Crash during zone refill in DRC

Bug #1761450 reported by Jeff Young on 2018-04-05
6
This bug affects 1 person
Affects Status Importance Assigned to Milestone
KiCad
Critical
Tomasz Wlostowski

Bug Description

I'm getting intermittent crashes during various GUI toolkit operations inside WX_PROGRESS_DIALOG's update() while running a Fill Zones inside DRC.

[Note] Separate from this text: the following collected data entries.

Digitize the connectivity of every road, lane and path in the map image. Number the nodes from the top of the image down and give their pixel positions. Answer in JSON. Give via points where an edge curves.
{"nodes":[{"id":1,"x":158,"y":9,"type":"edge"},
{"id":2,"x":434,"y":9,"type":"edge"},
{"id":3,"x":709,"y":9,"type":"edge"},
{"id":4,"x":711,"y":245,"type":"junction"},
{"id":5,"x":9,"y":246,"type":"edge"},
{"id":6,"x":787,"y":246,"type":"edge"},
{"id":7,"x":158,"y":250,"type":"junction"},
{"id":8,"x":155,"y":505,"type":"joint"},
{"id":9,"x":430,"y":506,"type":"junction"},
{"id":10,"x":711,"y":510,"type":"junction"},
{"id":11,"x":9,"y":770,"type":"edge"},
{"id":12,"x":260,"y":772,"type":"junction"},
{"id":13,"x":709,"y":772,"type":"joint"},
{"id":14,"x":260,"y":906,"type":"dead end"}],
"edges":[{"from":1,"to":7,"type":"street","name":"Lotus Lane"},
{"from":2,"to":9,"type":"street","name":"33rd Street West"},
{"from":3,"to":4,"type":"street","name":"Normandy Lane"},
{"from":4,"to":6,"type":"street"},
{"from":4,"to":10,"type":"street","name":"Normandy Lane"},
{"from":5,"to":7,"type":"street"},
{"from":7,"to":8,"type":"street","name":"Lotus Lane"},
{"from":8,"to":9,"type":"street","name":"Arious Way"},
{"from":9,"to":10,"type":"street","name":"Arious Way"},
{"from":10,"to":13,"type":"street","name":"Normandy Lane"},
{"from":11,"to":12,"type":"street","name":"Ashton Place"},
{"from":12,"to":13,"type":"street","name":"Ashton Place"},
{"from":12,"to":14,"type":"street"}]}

Reproducible roughly 20% of the time. Moving the DRC dialog while filling /may/ increase the chances of crashing, but is not required.

Latest source.

Jeff Young (jeyjey) wrote :

@Devs, does this reproduce on Linux and/or Windows?

description: updated
Jeff Young (jeyjey) wrote :

This is another stack trace that I get (not in the progress dialog's update event):

wxStringIteratorNode::clear() string.h:4287
wxStringIteratorNode::~wxStringIteratorNode() string.h:369
wxStringIteratorNode::~wxStringIteratorNode() string.h:369
wxString::const_iterator::~const_iterator() string.h:969
wxString::const_iterator::~const_iterator() string.h:969
wxString::length() const string.h:1434
wxString::Length() const string.h:2391
TEXTE_PCB::TransformBoundingBoxWithClearanceToPolygon(SHAPE_POLY_SET&, int) const board_items_to_polygon_shape_transform.cpp:408
ZONE_FILLER::buildZoneFeatureHoleList(ZONE_CONTAINER const*, SHAPE_POLY_SET&) const zone_filler.cpp:545
ZONE_FILLER::computeRawFilledAreas(ZONE_CONTAINER const*, SHAPE_POLY_SET const&, SHAPE_POLY_SET&, SHAPE_POLY_SET&) const zone_filler.cpp:704
ZONE_FILLER::fillSingleZone(ZONE_CONTAINER const*, SHAPE_POLY_SET&, SHAPE_POLY_SET&) const zone_filler.cpp:788
ZONE_FILLER::Fill(std::__1::vector<ZONE_CONTAINER*, std::__1::allocator<ZONE_CONTAINER*> >)::$_0::operator()() const zone_filler.cpp:134
void* std::__1::__thread_proxy<std::__1::tuple<std::__1::unique_ptr<std::__1::__thread_struct, std::__1::default_delete<std::__1::__thread_struct> >, ZONE_FILLER::Fill(std::__1::vector<ZONE_CONTAINER*, std::__1::allocator<ZONE_CONTAINER*> >)::$_0> >(void*) type_traits:4323
void* std::__1::__thread_proxy<std::__1::tuple<std::__1::unique_ptr<std::__1::__thread_struct, std::__1::default_delete<std::__1::__thread_struct> >, ZONE_FILLER::Fill(std::__1::vector<ZONE_CONTAINER*, std::__1::allocator<ZONE_CONTAINER*> >)::$_0> >(void*) thread:342
void* std::__1::__thread_proxy<std::__1::tuple<std::__1::unique_ptr<std::__1::__thread_struct, std::__1::default_delete<std::__1::__thread_struct> >, ZONE_FILLER::Fill(std::__1::vector<ZONE_CONTAINER*, std::__1::allocator<ZONE_CONTAINER*> >)::$_0> >(void*) thread:352
_pthread_body 0x00007fff6b0756c1
_pthread_start 0x00007fff6b07556d
thread_start 0x00007fff6b074c5d

Jeff Young (jeyjey) wrote :

It would appear to be the multiple workers, rather than the progress dialog. With only 2 threads (main + one worker) I can't make it crash.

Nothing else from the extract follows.